Bu oyun değil pazardır. Spor değil organize çete işidir. Sıradan taraftarın yapması gereken fazla kafa yormadan sevdiği takımın maçına gitmek, formasını şapkasını satın almak, galip gelindiğinde sevinmek, mağlup olunduğunda spordur deyip üzülmemek, şampiyonluk sırasının kendi takımın gelmesini beklemektir.
Peki, bir ton idareci var. Onlar niye var. Hiiç, Ali Sami Baba kulübü kurarken bir tüzük yazmış. Ne bilsin seneler sonra bu işin gül baba mahallesini aşıp Sibirya bozkırlarına Ümit burnuna kadar gideceğini. Demiş ki 10 15 kişi lazım. Biri gider forma alır, biri ayakkabı, biri yazı yazar, biri maç organize eder. Herkesin bir işi varmış o zamanlar.
Şimdi sayın başkanım demektir tek işleri. Ben diyorum ki yazı yazmaya bile değmeyen bir şebekedir yönetim kurulu dediğiniz kravatlı monşerler. İdareci olmasalar maçlara bile gelmezler. Gelmesinler zaten.
Geldik teknik kadroya. Onlar biliyorlar mı bu işi peki. Dün giden Galatasaray hocasından başlasak mı? Önce şunu net yazmam gerekir ki hem oynarken hem hocayken Hagi benim için futbol konuşuldukça kalbimi yerinden söktürecek, futbol bir sevgiyse hepsini ona verebileceğim ve son nefesine kadar takımın başında görmek isteyeceğim efsanedir. Hagiye futbolu bilmiyor demekle Alberto Ainstaine fizik bilmiyor demek arasında fark yoktur. İş futbol olsa Hagi için kolaydı hoca olarak ta heykelini diktirmek. Nitekim işi futbolken diktirmişti.

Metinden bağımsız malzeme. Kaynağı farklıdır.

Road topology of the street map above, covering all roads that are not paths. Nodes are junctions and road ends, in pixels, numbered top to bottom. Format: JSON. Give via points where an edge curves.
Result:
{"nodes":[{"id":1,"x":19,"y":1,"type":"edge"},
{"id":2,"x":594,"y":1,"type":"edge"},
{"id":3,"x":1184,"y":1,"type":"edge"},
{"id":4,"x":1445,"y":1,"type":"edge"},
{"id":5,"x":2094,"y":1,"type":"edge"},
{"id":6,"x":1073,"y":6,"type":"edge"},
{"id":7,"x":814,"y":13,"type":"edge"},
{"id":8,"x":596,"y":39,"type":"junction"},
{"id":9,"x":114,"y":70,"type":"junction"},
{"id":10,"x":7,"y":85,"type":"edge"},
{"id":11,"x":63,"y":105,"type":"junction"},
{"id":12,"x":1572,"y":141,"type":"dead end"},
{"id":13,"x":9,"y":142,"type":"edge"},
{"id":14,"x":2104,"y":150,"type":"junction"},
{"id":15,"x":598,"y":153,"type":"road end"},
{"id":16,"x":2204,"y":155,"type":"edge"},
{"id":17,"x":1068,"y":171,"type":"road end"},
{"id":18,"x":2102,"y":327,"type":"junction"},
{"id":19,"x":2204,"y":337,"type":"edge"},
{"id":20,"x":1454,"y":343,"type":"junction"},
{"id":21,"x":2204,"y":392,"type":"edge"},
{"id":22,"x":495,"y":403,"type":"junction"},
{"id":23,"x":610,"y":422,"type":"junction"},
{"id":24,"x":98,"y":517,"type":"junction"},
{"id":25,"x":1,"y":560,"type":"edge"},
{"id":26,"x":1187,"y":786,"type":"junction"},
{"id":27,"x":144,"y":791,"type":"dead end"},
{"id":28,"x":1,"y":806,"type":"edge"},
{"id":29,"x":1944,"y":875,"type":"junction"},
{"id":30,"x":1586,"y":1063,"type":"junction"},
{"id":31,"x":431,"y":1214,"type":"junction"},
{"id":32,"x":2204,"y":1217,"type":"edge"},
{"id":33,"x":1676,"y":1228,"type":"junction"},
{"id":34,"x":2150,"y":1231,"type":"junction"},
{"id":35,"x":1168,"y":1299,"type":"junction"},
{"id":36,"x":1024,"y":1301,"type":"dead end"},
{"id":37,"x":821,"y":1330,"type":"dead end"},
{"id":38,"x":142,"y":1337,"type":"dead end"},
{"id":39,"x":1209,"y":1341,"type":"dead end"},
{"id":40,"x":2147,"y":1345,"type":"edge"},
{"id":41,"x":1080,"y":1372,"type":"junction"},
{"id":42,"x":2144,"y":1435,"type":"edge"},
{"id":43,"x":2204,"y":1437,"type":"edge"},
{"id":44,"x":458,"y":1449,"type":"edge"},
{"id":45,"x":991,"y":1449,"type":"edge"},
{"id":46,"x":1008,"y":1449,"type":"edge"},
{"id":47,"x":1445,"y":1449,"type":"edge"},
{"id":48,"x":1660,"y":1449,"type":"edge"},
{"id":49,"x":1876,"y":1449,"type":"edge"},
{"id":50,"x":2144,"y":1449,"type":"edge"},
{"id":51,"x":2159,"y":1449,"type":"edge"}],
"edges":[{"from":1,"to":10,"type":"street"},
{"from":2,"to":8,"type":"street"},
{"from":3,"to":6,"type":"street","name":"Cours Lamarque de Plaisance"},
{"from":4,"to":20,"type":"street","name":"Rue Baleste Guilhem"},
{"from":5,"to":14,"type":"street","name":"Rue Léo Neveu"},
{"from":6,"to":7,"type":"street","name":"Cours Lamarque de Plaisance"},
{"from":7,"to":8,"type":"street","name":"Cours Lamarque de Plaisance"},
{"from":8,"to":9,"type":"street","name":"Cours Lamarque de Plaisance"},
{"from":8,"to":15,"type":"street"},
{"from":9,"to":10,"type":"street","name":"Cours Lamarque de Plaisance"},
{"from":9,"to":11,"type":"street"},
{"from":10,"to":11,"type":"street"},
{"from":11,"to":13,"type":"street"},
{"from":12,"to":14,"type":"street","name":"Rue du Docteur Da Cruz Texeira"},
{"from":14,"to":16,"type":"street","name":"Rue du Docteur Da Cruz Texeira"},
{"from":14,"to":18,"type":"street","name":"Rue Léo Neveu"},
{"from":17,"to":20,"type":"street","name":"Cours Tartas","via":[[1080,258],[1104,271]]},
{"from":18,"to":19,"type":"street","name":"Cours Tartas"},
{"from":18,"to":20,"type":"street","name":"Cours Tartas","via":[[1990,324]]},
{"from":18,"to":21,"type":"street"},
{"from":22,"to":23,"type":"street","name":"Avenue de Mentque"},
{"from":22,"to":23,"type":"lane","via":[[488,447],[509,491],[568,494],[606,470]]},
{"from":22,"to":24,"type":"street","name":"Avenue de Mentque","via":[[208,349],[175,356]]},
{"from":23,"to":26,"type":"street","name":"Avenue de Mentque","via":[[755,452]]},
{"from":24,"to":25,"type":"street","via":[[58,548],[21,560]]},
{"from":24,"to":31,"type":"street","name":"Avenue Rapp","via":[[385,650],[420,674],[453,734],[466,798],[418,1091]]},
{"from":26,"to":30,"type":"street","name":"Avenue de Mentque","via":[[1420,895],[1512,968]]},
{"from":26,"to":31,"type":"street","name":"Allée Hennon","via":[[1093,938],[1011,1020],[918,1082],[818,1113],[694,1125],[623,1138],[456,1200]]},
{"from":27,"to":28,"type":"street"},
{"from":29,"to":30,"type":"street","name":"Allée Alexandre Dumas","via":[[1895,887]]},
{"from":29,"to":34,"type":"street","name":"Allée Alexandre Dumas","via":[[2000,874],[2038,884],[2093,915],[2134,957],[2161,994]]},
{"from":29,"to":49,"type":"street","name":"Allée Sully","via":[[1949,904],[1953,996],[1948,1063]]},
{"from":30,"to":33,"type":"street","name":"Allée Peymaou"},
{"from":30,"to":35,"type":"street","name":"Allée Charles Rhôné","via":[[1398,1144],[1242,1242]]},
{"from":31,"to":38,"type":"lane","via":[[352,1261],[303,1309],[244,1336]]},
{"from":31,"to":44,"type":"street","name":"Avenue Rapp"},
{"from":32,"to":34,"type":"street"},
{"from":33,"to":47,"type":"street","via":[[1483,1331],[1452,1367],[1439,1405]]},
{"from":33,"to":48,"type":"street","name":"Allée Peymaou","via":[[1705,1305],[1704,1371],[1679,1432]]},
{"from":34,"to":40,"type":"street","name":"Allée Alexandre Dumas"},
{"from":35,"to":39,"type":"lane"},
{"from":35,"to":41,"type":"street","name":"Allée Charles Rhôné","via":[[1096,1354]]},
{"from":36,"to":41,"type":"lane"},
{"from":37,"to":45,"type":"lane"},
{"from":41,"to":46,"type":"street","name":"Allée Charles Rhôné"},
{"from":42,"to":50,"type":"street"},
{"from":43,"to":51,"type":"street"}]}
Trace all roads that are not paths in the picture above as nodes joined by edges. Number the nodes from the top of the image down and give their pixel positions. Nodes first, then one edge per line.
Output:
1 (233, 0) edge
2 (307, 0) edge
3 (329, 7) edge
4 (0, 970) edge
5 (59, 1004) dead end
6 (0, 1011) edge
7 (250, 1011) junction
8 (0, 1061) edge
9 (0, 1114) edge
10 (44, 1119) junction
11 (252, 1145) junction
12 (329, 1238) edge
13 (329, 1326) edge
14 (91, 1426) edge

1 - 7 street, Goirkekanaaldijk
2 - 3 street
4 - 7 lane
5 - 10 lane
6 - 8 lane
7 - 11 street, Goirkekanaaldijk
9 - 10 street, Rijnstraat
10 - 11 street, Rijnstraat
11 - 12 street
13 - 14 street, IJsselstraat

Ama oyun futbol değil ki zavallı ne bilsin. Az buçuk vatandaşı Lucescu olmadığını dillendirir olmuştu da dayak yemiş kovulmuştu. Tek bir şeyi kendisine sormak isterdim. Ama sormayacağım biliyorum ki benden iyi bilir. O zaman ikinci şık geçerli. İstemiyorlar.
Galip gelmesini istemidiler onun. Yoksa hayatını duran toplara vurarak kazanmış. Bir maçta en kötü takımın bile 5–10 duran top kullandığı bir oyunda Haginin serbest vuruşta, kornerde, penaltıda topun başına gönderecek bir adamı olmaz mıydı? Bir atış politikası yok muydu? Vardı. O da aman ha atmayalım üzerineydi.
Hagi salakmı ki kaleye 20 metre mesafeden kullanılacak topa her seferinde başkasını göndersin. O sandı ki kurgumu yaparım, takımı hazırlarım, futbolcular salak değil ya salak mı yoksa dediklerimi yaparlar ben bu maçı alırım. Bok alırsın Hagi bok alırsın. Burası bizim ülkemiz aslanı kediye böyle boğdururlar işte. Nankörler diyarıdır burası attığın, attırdığın golleri biz unuttuk. Sen de bizi unut.